Airway epithelial cells (AEC) are quite difficult to access in newborns and infants. It is critically important to develop robust life‐extended models to conduct translational studies in this age group. We propose the use of a recently described cell culture technology (conditionally reprogrammed cells—CRC) to generate continuous primary cell cultures from nasal and bronchial AEC of young children.

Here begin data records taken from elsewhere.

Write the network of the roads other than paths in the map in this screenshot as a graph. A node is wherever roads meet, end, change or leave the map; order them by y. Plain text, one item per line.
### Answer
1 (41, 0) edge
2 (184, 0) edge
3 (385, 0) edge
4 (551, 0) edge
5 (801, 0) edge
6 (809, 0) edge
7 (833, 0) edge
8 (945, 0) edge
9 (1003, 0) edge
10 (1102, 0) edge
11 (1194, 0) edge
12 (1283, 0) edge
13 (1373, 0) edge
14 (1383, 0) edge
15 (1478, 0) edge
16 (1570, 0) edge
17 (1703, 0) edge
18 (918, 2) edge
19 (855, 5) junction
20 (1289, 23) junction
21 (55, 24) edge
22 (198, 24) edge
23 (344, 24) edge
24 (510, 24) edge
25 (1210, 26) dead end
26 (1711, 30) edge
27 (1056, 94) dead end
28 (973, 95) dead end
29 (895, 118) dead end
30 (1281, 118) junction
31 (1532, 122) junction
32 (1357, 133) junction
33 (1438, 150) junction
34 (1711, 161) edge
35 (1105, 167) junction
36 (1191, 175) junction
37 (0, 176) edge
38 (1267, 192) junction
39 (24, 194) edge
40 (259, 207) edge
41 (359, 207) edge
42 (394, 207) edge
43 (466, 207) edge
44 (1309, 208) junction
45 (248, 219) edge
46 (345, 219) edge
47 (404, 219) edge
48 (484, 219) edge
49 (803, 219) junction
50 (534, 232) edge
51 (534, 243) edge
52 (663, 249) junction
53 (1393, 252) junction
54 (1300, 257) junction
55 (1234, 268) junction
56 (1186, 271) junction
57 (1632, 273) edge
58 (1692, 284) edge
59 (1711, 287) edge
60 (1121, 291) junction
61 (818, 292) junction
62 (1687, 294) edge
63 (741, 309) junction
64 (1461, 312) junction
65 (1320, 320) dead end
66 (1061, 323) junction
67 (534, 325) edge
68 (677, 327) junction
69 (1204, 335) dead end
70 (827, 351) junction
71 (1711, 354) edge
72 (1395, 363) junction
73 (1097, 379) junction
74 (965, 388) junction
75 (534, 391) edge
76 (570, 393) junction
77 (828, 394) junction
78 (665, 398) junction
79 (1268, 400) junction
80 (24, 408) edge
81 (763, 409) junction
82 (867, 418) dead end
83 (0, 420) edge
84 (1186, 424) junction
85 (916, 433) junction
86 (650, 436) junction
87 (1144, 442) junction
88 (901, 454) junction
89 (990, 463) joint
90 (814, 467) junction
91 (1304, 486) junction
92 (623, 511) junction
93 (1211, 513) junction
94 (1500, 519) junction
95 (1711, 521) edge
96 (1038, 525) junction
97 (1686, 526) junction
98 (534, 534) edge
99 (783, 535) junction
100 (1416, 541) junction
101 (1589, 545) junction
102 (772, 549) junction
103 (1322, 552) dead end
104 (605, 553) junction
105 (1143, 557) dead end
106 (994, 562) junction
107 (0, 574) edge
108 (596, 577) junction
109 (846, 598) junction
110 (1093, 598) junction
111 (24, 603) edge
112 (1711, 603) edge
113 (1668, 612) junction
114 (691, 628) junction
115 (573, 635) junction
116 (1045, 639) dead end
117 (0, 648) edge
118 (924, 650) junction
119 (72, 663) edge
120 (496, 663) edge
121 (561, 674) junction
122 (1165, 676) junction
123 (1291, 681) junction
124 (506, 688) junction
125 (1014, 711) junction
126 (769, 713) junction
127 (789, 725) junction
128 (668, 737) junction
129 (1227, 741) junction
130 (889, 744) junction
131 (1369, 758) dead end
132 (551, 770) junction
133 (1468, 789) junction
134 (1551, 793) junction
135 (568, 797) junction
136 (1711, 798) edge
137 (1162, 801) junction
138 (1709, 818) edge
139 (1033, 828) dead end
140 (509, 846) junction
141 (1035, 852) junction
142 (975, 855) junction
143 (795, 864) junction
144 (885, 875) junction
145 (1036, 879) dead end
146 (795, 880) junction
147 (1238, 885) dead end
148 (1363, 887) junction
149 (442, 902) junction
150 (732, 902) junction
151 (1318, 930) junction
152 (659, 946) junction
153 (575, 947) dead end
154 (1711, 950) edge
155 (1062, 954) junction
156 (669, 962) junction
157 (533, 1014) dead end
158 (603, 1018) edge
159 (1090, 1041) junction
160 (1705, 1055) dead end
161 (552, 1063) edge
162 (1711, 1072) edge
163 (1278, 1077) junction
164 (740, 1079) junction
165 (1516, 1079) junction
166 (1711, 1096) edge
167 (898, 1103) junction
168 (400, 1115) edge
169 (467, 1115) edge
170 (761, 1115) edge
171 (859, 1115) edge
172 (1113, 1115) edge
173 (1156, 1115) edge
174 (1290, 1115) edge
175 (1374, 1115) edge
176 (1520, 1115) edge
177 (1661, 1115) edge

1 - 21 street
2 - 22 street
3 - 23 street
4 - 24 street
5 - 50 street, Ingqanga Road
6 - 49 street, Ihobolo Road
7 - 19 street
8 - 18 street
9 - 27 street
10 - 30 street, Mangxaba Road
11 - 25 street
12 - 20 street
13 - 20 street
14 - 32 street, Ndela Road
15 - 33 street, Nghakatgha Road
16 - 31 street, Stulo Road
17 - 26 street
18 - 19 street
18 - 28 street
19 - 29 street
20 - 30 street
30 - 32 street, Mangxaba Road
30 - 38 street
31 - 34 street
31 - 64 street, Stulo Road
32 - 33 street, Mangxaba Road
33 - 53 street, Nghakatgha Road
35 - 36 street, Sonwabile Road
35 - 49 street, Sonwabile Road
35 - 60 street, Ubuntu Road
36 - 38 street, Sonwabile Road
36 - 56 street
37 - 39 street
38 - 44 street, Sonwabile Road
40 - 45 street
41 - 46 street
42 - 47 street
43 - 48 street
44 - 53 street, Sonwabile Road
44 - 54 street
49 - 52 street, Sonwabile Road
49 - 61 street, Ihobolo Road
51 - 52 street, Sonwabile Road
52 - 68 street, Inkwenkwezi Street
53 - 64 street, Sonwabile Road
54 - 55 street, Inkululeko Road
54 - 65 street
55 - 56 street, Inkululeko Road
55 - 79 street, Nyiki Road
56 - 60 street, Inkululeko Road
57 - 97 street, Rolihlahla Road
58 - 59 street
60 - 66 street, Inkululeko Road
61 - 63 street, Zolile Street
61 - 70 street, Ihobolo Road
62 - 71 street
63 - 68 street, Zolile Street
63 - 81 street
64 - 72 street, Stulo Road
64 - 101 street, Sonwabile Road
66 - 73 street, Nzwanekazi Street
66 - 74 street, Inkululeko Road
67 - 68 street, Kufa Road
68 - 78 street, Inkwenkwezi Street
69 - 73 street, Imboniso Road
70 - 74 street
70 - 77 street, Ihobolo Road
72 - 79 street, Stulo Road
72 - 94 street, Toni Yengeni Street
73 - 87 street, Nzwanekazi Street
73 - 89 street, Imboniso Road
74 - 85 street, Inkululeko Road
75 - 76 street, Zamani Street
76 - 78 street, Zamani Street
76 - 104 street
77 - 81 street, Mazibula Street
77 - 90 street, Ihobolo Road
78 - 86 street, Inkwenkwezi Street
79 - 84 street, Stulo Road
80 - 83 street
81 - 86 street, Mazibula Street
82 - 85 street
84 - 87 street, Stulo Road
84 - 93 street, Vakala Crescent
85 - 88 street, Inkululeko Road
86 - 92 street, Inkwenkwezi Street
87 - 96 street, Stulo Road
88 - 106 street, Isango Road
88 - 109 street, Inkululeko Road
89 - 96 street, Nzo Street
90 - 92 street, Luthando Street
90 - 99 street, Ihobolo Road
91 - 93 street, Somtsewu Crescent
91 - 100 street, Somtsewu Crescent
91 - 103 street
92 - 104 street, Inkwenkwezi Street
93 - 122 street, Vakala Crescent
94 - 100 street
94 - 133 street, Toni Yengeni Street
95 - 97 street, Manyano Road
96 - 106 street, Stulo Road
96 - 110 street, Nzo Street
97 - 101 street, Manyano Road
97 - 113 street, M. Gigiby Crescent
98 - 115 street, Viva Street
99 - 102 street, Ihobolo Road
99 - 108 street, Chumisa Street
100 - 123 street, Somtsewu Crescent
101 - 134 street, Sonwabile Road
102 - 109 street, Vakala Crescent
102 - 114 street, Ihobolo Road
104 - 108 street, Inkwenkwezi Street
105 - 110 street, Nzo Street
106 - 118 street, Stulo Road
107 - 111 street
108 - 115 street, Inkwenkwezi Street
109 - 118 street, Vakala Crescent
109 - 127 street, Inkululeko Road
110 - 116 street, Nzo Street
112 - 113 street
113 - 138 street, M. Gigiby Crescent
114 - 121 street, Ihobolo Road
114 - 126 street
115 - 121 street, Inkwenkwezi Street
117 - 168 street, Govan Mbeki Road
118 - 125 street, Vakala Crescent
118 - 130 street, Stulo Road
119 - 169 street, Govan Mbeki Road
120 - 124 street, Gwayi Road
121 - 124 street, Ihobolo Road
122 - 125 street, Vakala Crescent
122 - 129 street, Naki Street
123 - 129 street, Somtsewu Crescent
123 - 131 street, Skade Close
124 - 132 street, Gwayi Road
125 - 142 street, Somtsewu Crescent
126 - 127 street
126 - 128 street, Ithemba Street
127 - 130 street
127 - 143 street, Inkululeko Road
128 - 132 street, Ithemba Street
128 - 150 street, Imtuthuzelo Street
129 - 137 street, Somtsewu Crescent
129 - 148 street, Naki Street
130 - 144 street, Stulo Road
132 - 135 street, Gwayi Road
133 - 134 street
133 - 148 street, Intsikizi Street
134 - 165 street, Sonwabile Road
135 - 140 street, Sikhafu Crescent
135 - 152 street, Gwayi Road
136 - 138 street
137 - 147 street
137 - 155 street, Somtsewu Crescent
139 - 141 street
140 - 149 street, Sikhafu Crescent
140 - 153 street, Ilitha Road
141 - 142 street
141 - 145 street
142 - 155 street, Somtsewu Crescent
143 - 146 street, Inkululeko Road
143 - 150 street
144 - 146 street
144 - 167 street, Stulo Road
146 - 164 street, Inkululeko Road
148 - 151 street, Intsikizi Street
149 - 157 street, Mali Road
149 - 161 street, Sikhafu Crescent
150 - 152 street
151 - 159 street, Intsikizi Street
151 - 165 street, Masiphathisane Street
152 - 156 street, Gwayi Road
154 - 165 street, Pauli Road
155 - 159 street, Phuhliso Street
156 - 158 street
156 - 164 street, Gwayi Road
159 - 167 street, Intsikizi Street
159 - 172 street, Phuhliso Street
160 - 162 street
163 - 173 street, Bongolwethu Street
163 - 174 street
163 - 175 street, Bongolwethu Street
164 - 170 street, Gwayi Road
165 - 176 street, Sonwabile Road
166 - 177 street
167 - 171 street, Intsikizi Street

We collected nasal and/or bronchial AEC from a total of 23 subjects of different ages including newborns/infants/toddlers (0‐2 years; N = 9), school‐age children (4‐11 years; N = 6), and a group of adolescent/adult donors (N = 8). For CRC generation, we used conditioned medium from mitotically inactivated 3T3 fibroblasts and Rho‐associated kinase (ROCK) inhibitor (Y‐27632). Antiviral immune responses were studied using 25 key antiviral genes and protein production of type III epithelial interferon (IFN λ1) after double‐stranded (ds) RNA exposure.

CRC derived from primary AEC of neonates/infants and young children exhibited: (i) augmented proliferative capacity and life extension, (ii) preserved airway epithelial phenotype after multiple passages, (iii) robust immune responses characterized by the expression of innate antiviral genes and parallel nasal/bronchial production of IFN λ1 after exposure to dsRNA, and (iv) induction of airway epithelial inflammatory and remodeling responses to dsRNA (eg, CXCL8 and MMP9).

Conditional reprogramming of AEC from young children is a feasible and powerful translational approach to investigate early‐life airway epithelial immune responses in humans.